**WHAT IS REQUIRED:** Could you set down the lines from the first line of the entries below through the line with "ring pip: (964, 844)", exactly and with no pictures?

Keypoint text descriptions
================================

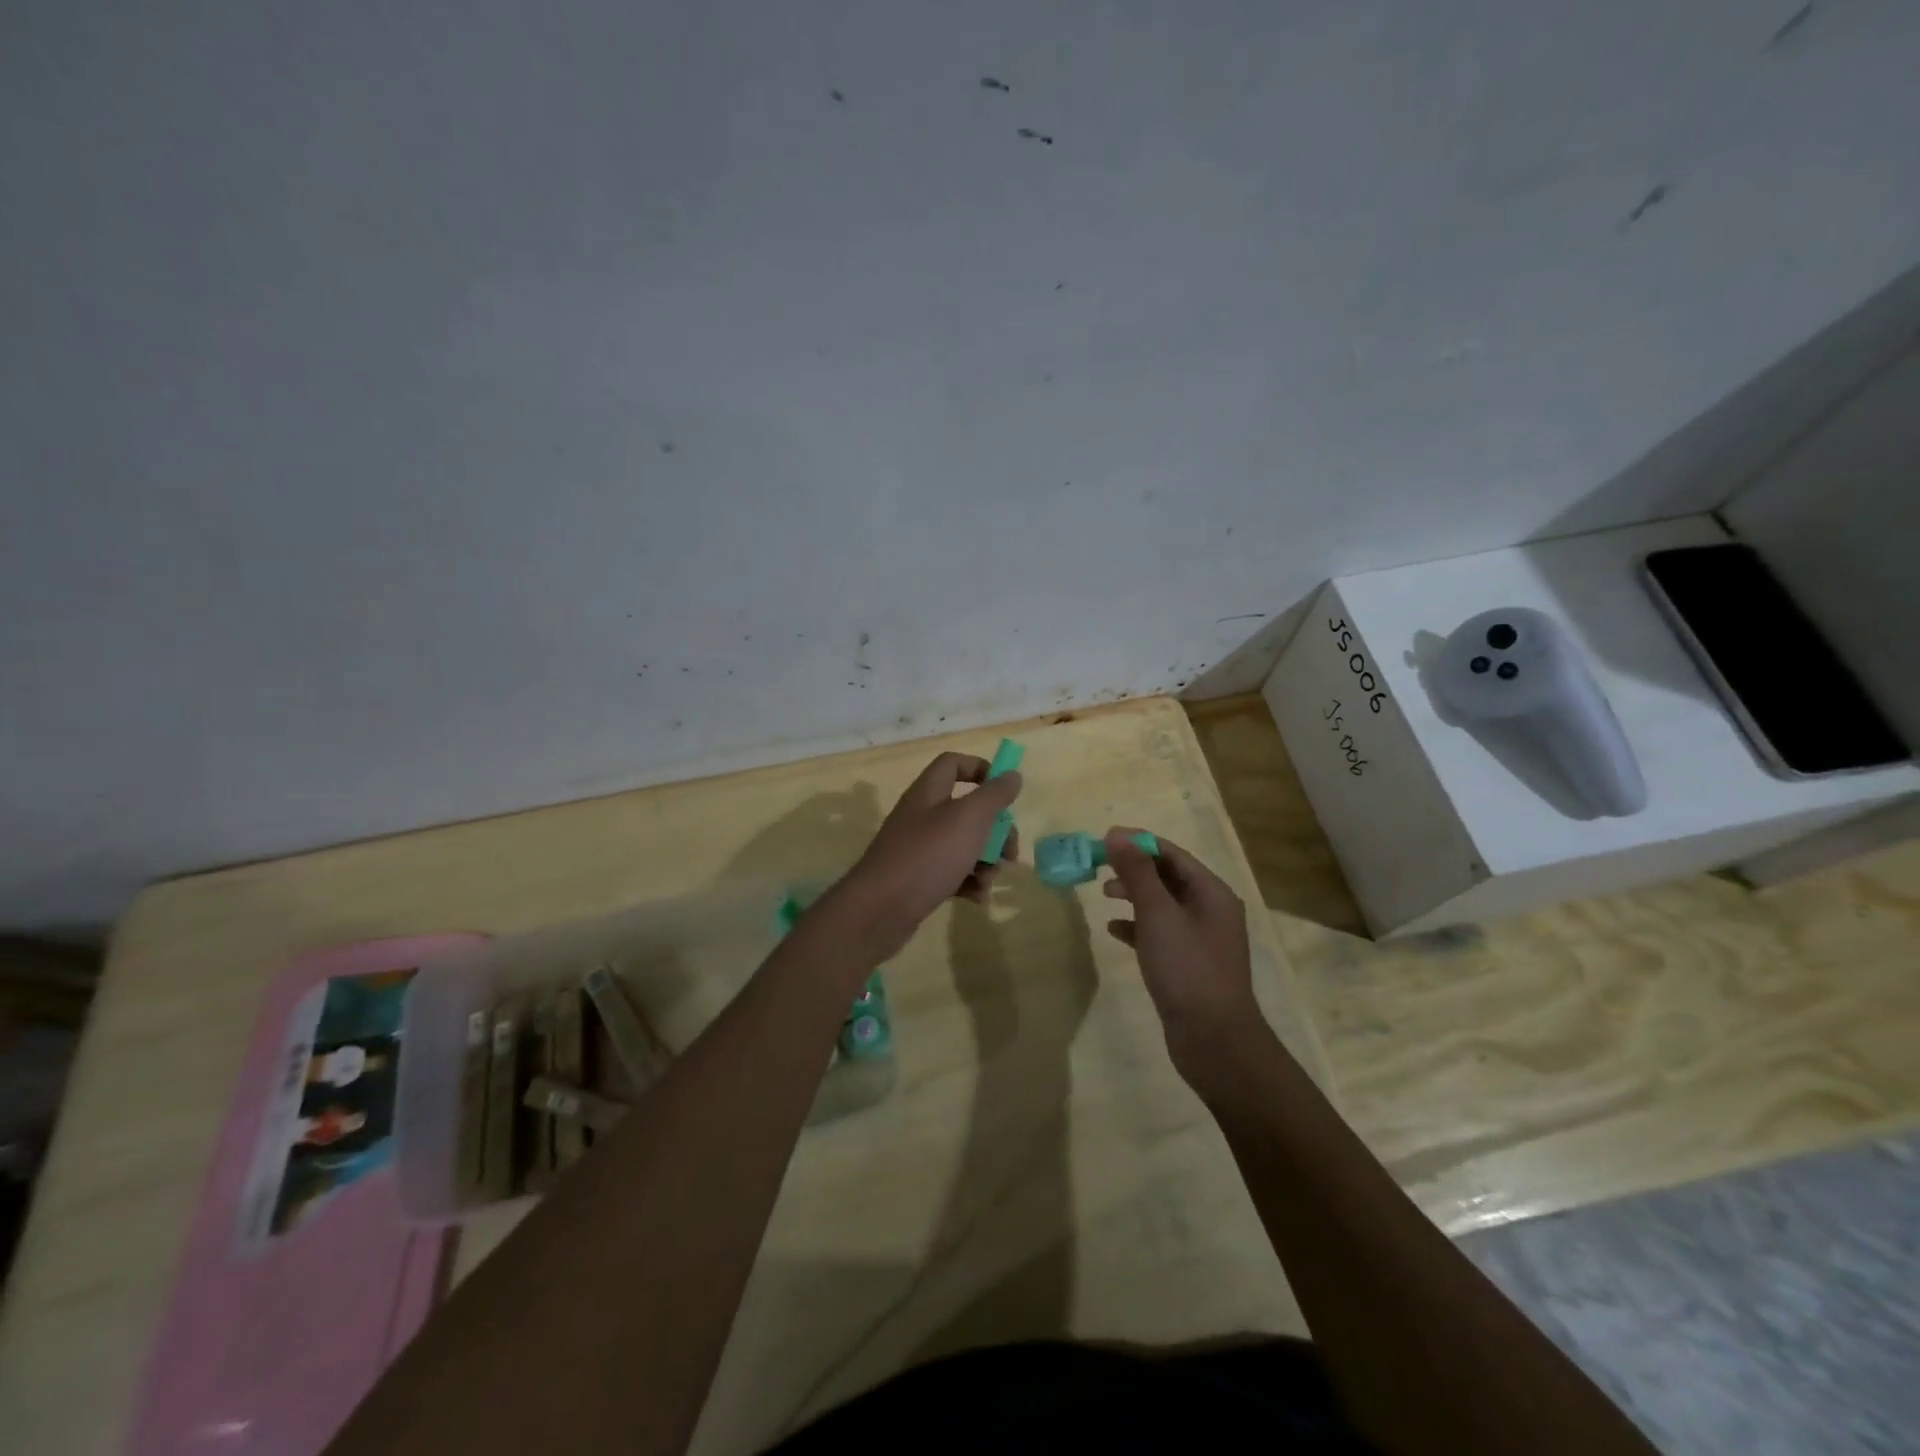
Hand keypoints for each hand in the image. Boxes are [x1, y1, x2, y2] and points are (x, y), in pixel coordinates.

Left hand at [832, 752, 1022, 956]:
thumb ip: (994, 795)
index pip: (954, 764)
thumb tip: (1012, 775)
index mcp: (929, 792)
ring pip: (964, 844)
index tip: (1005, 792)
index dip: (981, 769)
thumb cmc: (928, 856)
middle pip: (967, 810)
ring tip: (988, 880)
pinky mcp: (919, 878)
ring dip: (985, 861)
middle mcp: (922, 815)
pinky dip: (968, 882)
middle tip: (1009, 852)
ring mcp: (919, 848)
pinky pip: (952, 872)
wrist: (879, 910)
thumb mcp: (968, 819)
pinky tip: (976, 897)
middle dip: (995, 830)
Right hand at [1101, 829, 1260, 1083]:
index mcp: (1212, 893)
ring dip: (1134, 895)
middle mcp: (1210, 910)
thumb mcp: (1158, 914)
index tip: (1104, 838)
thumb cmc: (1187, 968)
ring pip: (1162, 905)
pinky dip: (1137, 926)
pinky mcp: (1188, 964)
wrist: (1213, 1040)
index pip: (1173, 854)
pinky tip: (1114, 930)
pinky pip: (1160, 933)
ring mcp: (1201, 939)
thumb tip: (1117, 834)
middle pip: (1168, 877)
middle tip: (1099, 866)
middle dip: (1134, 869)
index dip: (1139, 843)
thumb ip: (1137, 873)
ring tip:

================================

**SOLUTION TO THE EXERCISE:**
Hand keypoints for each hand in the image. Boxes are [x1, y1, x2, y2] and points are (x, y), in pixel coordinates.

Left hand at [832, 752, 1022, 956]:
thumb ip: (994, 795)
index pip: (954, 764)
thumb tip: (1012, 775)
index mcp: (929, 792)
ring pip: (964, 844)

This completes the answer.